• [WHAT NEEDS TO BE DONE] Where the word "МОЛОДЁЖНАЯ" shows up in the entries below, please copy the whole line.

• [DATASET RECORDS]
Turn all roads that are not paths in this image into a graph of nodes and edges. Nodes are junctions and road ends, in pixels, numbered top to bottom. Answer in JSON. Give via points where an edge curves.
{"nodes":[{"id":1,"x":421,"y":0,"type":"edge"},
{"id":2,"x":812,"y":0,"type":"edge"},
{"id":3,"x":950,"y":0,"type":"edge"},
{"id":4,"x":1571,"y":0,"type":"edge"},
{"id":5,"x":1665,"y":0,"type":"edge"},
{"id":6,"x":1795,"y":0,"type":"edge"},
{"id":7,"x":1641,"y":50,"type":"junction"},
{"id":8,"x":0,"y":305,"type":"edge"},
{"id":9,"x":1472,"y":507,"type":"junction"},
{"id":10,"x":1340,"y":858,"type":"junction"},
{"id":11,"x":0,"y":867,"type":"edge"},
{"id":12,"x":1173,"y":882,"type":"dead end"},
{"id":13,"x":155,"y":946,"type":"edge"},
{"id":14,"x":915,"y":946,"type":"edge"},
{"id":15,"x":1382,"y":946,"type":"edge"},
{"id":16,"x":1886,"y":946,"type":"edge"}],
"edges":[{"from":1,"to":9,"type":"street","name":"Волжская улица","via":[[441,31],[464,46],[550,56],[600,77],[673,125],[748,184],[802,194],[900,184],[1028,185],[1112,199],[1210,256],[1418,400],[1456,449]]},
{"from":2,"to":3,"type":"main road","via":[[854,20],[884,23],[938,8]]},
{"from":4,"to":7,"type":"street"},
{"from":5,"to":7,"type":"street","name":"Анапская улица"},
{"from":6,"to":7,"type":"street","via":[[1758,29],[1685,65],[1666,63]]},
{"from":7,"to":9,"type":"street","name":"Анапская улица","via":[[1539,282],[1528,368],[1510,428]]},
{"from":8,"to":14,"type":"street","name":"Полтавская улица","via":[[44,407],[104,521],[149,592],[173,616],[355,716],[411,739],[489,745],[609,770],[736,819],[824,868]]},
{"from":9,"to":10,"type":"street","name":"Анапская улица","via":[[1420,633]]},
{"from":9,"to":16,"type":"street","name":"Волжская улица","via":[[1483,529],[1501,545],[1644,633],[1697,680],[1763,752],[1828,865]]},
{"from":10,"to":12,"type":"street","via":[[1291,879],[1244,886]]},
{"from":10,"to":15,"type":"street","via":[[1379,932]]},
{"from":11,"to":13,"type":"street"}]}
--
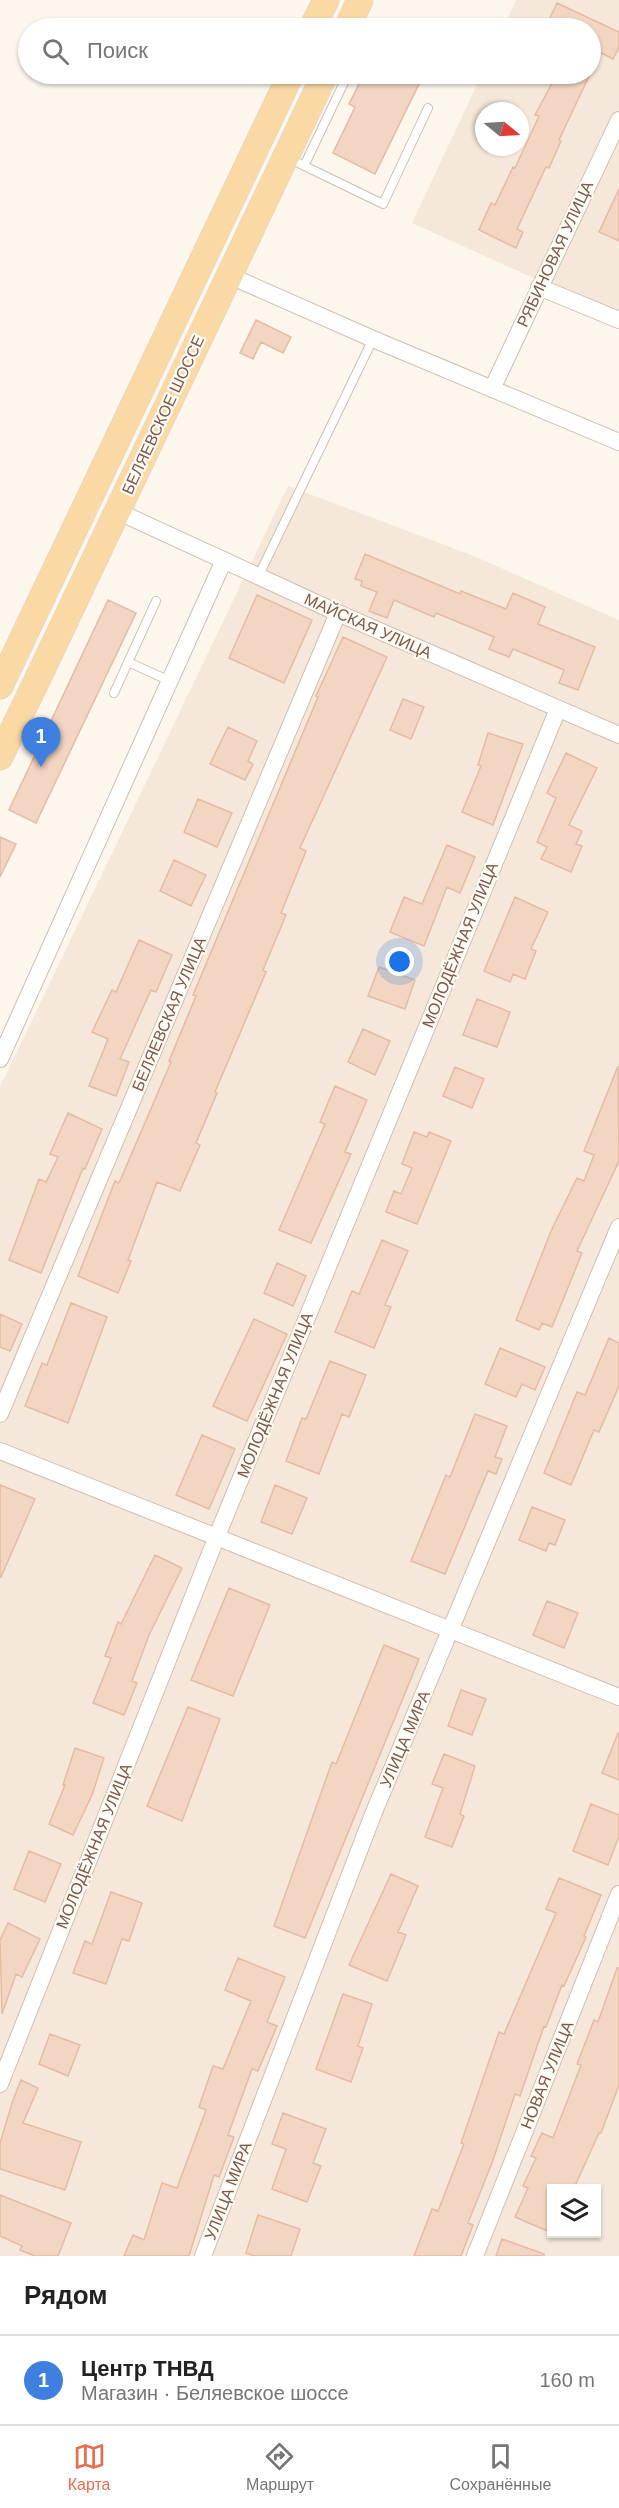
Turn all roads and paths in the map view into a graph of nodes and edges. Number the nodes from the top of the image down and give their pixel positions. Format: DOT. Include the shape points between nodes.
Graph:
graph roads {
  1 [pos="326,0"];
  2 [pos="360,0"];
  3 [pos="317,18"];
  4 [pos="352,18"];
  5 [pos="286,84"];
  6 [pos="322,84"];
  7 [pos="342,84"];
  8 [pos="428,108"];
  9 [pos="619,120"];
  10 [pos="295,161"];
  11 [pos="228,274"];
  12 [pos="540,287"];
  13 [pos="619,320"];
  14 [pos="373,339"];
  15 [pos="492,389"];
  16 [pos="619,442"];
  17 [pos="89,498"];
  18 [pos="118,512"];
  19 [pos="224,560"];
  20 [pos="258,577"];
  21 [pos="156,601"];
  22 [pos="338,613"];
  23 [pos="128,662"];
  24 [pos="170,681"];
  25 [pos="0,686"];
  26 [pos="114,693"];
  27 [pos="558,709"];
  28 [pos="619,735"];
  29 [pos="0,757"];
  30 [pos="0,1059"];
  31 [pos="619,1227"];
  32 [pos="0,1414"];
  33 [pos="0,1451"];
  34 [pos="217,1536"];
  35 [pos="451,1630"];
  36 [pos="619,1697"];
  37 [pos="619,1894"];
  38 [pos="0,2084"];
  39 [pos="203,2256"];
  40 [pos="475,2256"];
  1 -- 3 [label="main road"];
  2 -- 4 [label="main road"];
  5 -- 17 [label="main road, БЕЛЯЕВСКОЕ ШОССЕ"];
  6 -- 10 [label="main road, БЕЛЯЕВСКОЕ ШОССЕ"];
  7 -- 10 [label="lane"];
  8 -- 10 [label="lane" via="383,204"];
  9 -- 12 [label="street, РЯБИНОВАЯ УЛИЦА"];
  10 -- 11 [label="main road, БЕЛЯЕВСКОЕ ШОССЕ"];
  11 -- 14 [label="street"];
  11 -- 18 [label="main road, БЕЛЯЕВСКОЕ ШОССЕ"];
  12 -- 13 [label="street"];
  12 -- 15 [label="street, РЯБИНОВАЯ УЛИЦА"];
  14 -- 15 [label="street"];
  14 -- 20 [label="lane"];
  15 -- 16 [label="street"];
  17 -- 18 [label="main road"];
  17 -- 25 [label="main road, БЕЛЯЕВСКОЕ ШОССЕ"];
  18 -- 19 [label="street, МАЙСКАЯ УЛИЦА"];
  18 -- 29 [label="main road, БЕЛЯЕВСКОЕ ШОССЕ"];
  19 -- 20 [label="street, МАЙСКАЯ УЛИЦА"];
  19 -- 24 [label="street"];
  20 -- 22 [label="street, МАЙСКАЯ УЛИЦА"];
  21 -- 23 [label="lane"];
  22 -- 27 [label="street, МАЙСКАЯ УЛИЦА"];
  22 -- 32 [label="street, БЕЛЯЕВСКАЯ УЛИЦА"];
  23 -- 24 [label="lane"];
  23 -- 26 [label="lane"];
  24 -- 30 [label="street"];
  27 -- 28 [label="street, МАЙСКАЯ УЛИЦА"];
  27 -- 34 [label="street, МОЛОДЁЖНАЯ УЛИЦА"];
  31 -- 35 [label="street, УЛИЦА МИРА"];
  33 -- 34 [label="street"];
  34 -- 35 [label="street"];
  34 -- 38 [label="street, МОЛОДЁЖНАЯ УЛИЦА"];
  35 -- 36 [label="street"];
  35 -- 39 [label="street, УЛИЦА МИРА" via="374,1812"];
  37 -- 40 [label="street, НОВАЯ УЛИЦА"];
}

• [EXERCISE OUTPUT]
  27 -- 34 [label="street, МОЛОДЁЖНАЯ УЛИЦА"];
  34 -- 38 [label="street, МОЛОДЁЖНАЯ УЛИЦА"];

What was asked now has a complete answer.